WHAT YOU NEED TO DO — Below are some records; output exactly the lines from the line with "color; g.fill(path, 'evenodd');" to the line with "g.font = font", both ends kept, and nothing more.

SOURCE INFORMATION —
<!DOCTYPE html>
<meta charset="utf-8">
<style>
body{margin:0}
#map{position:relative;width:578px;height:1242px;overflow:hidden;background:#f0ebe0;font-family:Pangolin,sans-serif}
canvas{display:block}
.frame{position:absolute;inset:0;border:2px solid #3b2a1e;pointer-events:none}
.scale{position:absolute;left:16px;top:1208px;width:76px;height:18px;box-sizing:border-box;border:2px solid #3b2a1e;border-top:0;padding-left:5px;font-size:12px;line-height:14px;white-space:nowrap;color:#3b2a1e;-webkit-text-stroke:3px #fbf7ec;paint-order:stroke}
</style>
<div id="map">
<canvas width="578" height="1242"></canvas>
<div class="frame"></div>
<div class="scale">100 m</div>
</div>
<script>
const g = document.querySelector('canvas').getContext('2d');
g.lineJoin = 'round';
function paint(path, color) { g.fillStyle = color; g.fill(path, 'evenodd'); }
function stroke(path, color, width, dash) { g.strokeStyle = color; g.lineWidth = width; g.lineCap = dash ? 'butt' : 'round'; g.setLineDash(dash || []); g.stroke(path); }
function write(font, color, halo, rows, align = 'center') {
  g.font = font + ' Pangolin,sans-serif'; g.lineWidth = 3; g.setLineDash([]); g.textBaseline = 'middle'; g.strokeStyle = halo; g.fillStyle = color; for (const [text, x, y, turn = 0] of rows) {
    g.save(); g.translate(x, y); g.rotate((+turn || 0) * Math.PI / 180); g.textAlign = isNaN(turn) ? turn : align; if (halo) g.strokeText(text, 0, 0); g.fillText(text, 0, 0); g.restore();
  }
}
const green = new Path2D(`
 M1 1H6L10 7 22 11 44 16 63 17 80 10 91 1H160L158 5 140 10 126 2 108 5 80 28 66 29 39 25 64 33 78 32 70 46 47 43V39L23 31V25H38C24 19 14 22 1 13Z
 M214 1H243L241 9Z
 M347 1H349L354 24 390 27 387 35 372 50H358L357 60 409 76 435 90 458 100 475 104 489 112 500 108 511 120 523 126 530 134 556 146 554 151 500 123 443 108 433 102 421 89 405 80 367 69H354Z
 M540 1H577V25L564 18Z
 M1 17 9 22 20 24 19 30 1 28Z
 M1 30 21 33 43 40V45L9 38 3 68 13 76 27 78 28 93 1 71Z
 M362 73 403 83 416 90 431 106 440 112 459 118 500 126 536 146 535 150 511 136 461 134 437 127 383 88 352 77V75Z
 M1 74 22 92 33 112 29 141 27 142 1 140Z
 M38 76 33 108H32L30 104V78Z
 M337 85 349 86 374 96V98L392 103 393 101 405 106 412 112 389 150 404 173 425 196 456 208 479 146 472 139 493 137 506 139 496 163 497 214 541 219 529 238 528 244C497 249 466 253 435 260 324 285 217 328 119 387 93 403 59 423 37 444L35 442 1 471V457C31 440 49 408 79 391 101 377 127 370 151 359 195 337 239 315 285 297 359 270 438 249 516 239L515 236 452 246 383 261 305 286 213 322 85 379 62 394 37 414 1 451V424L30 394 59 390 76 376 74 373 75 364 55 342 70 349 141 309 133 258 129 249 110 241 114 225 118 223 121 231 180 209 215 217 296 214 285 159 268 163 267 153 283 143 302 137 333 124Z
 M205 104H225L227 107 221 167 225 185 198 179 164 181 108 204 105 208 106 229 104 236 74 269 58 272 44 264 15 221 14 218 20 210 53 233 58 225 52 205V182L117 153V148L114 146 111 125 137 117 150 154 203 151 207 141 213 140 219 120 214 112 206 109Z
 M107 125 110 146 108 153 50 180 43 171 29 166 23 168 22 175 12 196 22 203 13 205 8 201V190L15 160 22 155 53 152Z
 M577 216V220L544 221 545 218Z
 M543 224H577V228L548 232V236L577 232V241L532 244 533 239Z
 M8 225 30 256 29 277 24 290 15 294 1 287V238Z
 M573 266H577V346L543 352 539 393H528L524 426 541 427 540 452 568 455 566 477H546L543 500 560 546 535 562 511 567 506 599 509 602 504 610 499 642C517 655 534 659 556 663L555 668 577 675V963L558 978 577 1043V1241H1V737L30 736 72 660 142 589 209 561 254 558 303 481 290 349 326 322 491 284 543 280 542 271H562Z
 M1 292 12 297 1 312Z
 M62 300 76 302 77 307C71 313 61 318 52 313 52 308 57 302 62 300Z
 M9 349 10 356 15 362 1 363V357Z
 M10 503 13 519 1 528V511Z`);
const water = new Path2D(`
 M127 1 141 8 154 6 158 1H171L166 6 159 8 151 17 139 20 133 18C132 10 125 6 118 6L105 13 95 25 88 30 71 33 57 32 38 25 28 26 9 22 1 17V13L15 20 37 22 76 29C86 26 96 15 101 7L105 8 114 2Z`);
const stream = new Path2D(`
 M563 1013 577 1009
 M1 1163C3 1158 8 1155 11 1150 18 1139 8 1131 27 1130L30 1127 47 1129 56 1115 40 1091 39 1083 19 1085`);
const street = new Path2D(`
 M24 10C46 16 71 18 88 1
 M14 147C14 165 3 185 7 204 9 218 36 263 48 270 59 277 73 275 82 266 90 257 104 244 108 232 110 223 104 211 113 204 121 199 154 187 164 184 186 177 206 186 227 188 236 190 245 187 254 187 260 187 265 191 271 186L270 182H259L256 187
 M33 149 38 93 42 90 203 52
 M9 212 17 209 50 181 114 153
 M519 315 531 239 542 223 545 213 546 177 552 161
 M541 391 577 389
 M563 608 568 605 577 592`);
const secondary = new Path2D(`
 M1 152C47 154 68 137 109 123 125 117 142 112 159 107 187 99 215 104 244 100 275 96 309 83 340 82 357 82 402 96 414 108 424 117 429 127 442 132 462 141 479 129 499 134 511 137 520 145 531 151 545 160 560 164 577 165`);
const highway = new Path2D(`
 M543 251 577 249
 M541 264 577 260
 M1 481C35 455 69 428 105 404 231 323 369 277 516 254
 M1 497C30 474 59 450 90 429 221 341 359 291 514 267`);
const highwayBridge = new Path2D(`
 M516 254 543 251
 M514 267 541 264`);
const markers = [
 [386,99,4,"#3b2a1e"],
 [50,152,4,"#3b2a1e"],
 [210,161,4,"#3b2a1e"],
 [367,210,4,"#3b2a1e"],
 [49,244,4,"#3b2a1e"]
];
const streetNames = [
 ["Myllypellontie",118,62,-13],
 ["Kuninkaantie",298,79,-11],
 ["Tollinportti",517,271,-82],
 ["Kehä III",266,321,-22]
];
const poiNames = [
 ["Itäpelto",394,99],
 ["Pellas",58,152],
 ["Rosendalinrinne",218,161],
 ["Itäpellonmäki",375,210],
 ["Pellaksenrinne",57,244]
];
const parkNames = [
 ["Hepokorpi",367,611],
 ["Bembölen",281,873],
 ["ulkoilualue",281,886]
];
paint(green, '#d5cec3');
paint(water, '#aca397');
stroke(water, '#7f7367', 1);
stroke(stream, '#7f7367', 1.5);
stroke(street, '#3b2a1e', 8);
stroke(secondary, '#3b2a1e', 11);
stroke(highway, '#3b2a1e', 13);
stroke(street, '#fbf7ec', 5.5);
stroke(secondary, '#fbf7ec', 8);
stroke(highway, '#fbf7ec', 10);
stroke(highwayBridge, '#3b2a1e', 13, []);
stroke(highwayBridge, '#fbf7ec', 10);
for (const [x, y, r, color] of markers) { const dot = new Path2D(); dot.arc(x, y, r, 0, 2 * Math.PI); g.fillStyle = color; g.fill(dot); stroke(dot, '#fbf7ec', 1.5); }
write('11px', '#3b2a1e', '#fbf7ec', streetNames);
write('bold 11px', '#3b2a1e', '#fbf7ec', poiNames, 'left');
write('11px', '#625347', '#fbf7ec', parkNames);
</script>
...
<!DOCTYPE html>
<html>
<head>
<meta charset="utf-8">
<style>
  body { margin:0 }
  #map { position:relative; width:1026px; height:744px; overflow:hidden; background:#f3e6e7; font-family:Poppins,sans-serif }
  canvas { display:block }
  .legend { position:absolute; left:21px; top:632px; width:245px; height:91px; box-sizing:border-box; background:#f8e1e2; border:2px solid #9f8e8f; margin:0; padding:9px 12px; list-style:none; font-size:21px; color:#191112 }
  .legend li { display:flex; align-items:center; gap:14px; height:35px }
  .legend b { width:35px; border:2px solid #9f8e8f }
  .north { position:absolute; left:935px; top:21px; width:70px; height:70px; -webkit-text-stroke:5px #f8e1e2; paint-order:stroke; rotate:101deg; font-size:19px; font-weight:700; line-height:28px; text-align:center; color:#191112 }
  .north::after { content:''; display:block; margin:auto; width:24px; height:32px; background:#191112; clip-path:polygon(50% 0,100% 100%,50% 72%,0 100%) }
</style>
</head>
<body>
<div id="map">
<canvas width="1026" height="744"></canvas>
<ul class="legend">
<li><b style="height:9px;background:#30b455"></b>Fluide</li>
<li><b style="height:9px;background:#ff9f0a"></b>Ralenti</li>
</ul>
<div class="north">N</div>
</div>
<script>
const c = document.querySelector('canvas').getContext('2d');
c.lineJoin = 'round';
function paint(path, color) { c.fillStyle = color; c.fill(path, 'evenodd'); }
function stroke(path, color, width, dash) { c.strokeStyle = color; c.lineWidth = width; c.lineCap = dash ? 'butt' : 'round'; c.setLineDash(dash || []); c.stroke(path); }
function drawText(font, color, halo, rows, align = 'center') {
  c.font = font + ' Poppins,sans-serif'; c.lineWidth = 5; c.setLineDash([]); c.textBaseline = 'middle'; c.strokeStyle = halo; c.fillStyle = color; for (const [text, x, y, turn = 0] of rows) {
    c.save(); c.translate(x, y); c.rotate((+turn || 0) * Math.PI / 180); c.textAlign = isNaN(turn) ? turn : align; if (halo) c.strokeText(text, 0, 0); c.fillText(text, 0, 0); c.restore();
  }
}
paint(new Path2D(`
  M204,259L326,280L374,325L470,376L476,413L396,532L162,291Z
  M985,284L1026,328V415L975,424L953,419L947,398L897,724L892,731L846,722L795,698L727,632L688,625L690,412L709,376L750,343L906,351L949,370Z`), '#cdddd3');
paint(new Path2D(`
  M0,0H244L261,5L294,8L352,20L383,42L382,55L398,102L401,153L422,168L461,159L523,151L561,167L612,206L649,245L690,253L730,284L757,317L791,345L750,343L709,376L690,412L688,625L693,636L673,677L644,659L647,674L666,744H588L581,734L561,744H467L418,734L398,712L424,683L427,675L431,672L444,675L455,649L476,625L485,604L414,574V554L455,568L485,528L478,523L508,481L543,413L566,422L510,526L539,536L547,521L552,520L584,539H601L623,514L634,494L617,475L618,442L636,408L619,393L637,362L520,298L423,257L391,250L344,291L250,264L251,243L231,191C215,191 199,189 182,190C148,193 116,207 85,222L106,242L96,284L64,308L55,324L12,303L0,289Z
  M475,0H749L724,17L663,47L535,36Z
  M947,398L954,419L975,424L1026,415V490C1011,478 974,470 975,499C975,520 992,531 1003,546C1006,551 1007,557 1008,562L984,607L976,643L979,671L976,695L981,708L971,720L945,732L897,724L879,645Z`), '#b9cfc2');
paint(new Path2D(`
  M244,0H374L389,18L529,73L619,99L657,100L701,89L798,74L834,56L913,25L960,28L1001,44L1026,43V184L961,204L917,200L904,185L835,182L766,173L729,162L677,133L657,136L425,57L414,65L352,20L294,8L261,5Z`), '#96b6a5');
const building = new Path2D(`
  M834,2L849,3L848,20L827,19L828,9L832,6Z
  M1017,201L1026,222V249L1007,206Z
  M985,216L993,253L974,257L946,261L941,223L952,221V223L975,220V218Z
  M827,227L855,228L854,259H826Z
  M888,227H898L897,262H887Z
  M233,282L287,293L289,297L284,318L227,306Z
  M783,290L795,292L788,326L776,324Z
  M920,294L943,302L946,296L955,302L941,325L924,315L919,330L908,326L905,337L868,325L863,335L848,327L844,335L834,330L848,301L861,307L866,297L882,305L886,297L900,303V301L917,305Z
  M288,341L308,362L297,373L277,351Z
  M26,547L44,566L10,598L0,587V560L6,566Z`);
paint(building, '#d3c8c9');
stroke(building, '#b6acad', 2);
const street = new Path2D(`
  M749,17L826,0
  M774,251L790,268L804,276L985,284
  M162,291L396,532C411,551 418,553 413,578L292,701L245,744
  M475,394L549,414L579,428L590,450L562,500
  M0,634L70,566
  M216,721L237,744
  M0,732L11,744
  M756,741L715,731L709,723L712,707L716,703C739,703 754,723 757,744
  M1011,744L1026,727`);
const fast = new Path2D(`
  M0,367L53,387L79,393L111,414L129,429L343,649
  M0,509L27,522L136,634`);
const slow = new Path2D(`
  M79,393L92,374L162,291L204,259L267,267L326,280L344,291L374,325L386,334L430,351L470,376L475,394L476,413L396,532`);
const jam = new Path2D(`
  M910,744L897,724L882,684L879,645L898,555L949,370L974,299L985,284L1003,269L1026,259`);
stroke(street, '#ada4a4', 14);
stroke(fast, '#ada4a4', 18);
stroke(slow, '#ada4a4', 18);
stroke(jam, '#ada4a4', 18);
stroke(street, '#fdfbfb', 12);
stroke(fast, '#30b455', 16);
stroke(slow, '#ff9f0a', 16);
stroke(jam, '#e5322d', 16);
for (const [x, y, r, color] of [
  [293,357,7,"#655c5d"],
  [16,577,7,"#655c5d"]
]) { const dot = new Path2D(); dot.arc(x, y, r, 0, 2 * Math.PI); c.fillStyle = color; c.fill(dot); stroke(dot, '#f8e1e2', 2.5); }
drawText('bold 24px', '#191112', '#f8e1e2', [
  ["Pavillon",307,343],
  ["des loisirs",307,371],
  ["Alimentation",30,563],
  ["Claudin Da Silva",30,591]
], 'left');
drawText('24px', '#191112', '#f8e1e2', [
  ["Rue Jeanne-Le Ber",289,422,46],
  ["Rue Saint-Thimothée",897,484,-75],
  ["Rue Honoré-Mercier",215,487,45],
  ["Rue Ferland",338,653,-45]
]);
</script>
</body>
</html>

RESPONSE TO THE TASK —
function paint(path, color) { g.fillStyle = color; g.fill(path, 'evenodd'); }
function stroke(path, color, width, dash) { g.strokeStyle = color; g.lineWidth = width; g.lineCap = dash ? 'butt' : 'round'; g.setLineDash(dash || []); g.stroke(path); }
function write(font, color, halo, rows, align = 'center') {
  g.font = font + ' Pangolin,sans-serif'; g.lineWidth = 3; g.setLineDash([]); g.textBaseline = 'middle'; g.strokeStyle = halo; g.fillStyle = color; for (const [text, x, y, turn = 0] of rows) {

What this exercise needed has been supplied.